Tuesday, November 12, 2019

Another Long Absence

I became interested in starting up my toy business after my near death experience with a brain tumor and its subsequent surgical removal.  This sounds very dramatic, and it was!  How close to death I really was is a matter for debate, but I was close enough.

During my recovery I pledged that in the time I had left, I would return to creativity after a decades long absence.  I bought the web address Geppettosworkbench.com, I cobbled together a website, and I started the blog.  As I began to feel better during the year-long recovery, regular life began to seep in through the foundation of my new resolve and I became once again distracted by the requirements of daily life.

Once in awhile I would poke my head up from the sand, visit my website, and write another blog post promising to get back to it.  So far I haven't.  Perhaps I never will.  But I hope I will.

Now that I've moved into my new living situation (see my previous post), I will start building things again.  First I'll build a tool-chest for the set of tools I will keep at my apartment.  Then I'll build some furniture for the apartment.  Then some Christmas presents for the Grandchildren.  I will chronicle these builds.  I'm sure not a single person will be interested in these things.  But no matter.  I will keep this as a journal nonetheless.  Mostly so I can practice doing so, in case at some point I have something worth sharing one day.
So a couple of years have gone by since I started this blog.  Though I write daily I am just not really in the habit of sharing what I write.  But since I am posting this to my blog, I have decided to talk a bit about what is going on with me.

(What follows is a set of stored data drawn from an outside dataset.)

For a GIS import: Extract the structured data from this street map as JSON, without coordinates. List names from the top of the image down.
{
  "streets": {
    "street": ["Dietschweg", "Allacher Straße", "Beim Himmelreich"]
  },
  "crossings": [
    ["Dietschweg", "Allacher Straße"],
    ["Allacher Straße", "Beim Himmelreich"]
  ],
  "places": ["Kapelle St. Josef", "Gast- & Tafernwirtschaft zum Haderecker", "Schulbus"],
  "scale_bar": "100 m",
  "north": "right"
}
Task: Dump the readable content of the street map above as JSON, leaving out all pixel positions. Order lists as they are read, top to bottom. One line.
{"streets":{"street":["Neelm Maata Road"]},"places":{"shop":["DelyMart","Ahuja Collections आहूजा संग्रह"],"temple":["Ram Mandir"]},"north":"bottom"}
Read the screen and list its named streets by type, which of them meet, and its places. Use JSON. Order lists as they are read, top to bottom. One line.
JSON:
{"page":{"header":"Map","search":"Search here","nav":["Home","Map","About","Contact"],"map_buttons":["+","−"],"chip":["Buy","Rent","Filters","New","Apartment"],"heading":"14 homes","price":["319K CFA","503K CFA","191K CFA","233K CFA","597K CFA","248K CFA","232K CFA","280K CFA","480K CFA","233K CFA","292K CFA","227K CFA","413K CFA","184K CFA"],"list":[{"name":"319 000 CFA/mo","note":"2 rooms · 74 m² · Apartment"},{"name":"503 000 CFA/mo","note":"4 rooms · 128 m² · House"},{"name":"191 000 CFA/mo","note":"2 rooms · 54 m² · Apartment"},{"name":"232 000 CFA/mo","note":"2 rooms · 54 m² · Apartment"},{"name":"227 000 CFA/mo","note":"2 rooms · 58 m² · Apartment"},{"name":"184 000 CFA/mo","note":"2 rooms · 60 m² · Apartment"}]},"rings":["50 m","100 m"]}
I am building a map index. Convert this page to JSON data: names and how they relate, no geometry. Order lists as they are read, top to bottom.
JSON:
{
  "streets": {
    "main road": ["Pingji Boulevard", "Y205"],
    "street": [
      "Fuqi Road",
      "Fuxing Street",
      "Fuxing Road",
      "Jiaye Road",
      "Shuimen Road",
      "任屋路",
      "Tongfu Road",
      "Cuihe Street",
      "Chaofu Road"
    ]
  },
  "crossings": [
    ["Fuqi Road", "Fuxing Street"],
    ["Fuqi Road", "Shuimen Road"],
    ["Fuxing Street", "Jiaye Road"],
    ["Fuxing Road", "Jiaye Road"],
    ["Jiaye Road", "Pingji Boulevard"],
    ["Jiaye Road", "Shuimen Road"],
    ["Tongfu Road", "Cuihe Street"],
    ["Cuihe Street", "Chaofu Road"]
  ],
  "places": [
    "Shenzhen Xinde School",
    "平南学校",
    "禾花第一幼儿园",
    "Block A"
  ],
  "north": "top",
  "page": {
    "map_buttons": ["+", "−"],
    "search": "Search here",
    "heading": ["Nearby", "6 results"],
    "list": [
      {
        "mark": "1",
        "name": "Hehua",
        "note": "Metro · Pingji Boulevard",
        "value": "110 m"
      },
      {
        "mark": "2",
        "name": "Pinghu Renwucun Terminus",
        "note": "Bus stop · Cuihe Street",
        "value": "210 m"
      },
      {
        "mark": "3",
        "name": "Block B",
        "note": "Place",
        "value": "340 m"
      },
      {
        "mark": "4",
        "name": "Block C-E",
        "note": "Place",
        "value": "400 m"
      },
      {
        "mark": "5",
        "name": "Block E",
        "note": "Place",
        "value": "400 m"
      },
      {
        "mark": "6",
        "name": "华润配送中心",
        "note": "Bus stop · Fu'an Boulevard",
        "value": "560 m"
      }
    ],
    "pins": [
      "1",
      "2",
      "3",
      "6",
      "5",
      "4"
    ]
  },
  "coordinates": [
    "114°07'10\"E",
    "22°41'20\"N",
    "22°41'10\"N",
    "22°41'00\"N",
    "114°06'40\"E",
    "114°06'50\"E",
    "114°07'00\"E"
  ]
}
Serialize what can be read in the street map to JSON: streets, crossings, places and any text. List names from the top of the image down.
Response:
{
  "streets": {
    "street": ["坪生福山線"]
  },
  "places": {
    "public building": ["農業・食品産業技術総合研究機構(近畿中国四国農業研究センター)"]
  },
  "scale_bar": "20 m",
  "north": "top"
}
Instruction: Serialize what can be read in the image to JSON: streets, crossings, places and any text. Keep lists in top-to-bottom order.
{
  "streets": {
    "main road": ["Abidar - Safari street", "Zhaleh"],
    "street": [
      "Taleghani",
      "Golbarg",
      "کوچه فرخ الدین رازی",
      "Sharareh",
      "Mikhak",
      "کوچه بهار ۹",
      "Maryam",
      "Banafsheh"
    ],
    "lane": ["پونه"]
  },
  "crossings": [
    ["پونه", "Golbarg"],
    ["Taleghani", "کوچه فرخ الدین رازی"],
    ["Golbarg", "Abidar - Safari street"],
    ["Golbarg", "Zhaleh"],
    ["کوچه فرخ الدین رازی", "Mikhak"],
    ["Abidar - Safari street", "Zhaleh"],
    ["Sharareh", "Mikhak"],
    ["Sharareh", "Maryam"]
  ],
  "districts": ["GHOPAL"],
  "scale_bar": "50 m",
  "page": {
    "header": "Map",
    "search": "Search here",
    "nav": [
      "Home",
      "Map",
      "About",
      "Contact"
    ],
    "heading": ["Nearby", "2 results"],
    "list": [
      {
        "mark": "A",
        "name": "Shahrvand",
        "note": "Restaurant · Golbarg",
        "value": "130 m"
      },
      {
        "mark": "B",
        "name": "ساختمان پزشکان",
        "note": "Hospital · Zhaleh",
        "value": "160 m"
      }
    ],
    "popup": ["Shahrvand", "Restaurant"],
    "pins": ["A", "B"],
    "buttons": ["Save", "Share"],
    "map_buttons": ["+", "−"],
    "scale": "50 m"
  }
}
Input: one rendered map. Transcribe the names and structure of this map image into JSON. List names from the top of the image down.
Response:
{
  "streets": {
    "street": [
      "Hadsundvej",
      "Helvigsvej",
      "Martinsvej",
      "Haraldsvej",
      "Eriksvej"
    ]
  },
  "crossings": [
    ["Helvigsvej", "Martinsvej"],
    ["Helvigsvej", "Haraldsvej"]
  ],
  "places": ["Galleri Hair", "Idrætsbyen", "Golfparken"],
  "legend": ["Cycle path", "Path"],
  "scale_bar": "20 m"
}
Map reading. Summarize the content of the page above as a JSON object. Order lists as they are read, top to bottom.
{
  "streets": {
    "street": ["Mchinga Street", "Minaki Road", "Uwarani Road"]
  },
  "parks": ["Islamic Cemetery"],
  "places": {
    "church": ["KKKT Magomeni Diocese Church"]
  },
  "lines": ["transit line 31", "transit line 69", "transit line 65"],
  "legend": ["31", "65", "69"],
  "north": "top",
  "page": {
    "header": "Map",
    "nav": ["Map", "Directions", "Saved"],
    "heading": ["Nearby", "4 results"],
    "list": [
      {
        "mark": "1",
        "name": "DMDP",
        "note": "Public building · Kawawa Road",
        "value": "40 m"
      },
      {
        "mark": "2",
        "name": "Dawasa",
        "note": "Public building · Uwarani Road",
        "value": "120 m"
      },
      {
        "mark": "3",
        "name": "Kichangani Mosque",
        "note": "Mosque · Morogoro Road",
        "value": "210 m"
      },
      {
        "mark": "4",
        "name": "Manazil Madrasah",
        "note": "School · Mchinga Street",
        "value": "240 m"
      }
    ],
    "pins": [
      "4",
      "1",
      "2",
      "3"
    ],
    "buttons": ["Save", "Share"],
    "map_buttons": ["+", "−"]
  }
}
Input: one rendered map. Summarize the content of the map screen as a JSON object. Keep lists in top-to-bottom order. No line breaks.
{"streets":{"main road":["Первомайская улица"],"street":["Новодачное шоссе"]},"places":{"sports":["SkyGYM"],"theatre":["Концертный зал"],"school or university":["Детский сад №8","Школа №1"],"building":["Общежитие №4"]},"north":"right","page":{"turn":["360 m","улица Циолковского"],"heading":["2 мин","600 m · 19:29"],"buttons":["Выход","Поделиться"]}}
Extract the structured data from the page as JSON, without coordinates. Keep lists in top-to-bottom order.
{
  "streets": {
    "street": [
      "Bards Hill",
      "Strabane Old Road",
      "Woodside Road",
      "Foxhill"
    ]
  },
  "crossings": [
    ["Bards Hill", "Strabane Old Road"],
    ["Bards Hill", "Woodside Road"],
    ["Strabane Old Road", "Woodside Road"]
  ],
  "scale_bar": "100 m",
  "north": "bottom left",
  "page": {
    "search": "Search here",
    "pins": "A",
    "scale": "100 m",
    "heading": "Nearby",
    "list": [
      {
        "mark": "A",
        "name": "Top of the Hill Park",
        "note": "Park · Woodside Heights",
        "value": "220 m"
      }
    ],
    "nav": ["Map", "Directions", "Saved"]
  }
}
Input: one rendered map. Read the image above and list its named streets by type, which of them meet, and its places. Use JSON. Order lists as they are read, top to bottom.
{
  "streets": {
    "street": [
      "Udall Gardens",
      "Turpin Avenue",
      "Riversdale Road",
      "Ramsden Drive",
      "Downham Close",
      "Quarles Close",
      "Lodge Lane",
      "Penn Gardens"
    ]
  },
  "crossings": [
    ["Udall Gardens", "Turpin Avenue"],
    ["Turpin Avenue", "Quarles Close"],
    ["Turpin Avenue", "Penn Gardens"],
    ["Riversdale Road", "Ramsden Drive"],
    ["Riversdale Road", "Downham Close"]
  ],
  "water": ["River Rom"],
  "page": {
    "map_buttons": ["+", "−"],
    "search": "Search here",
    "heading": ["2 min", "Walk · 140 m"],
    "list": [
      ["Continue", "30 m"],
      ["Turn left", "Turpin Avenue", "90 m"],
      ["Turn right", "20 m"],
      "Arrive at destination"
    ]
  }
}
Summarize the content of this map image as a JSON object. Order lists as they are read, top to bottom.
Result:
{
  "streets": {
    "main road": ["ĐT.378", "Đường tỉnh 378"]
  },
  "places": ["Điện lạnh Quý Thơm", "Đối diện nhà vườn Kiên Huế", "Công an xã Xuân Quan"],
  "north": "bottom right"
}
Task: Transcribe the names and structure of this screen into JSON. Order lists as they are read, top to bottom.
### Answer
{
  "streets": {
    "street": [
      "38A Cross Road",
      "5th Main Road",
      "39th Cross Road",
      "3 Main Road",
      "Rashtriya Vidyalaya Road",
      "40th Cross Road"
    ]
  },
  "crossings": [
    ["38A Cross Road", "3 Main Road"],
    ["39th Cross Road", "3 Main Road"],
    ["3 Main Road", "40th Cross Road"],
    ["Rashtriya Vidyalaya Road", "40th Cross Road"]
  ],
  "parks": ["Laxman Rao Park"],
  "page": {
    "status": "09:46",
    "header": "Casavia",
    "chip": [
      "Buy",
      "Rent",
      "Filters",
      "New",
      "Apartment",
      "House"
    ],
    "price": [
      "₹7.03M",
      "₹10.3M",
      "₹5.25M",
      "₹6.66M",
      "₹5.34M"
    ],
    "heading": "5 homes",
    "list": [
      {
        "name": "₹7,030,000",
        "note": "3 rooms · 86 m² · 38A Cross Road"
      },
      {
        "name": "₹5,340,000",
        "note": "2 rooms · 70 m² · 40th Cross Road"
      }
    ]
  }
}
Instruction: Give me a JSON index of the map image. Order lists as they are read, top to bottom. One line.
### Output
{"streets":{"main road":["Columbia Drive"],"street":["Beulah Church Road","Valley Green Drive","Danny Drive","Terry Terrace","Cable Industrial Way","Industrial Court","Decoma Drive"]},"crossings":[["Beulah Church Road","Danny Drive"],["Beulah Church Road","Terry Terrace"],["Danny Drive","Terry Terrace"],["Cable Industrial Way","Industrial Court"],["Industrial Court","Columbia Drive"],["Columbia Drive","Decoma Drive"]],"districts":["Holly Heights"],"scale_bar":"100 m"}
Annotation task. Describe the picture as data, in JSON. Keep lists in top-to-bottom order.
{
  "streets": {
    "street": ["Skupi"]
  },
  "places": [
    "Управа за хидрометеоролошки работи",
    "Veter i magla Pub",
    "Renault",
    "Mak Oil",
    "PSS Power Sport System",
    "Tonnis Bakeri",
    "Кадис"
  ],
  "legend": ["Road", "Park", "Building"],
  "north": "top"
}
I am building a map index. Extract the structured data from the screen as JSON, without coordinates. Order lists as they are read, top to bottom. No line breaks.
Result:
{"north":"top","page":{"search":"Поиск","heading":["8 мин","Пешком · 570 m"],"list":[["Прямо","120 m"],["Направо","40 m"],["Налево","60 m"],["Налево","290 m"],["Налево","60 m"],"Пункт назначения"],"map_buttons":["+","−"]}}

When I started the website and the blog, I was trying to goad myself into action creatively.  I am an artist, I've always been an artist.  As a child I always expected I would make my living as an artist.  Once I left school I decided that since my needs for food, shelter, and the comforts of life were constant and immediate, and the financial rewards of painting pictures were not, then I would have to have a "job" and relegate my painting to an avocation.  I figured I could do this, because my desire to paint was strong.  Eventually I figured that I would begin to earn money selling paintings.

I was also interested in a lot of other creative endeavors, theatre, woodworking, puppetry, music, and the list goes on.  Often my interest in these things (woodworking) was entirely artistic, designing beautiful furniture, for instance.  But just as often there was a practical point to it as well, I needed a set of shelves and rather than buy one, I would make it.  This type of creativity scratched the itch somewhat and the results were more quantifiable, in terms of the value of the produced objects to my life.

Eventually I turned, out of necessity, to home renovation because it allowed me to transform my living situation into something better.  I started to undertake big long term projects.  Much of my free time was spent doing things which were not very "creative" at all, plumbing and wiring, for instance.  But I was developing and using skills that would serve me well over the years.  But as I ventured deeper and deeper into home renovation, I was getting farther and farther away from Art.

Decades went by.  Periodically I would be moved to paint and make wooden things out of necessity or just to flex my creative muscles, but "real life" would interfere and eventually I'd put these endeavors back on the back burners.  But in the past five years a number of things have happened to me that bear on my desire to make things.

The first thing that happened is that after feeling poorly for awhile, I went to the Doctor, and after a long battery of tests, discovered that I had a brain tumor.  It was on my pituitary gland, it was congenital (meaning I'd had it since birth), it was benign, not cancer, but was growing enough that it was beginning to press on my optic nerves.  If it weren't removed, I would surely lose my eyesight.  So I agreed to have brain surgery to remove the tumor. 

The surgery was ultimately successful.  It is a long, painful, and involved story, that I won't tell here.  Suffice it to say there were several complications with the surgery and the recovery.  As a result I wound up in the hospital for nearly a month, and it took me the best part of a year to fully recover.  That was in 2015.

The other thing that happened recently is that I left a long standing relationship.  This relationship came with a house that I've been chained to for nearly 20 years.  Renovating this house became pretty much the sole focus of my life for the past two decades.  Leaving both the relationship and the house has freed me to pursue other endeavors.  The transition has been difficult and painful, but once things are a bit more settled, I will have more time for creating things with my hands.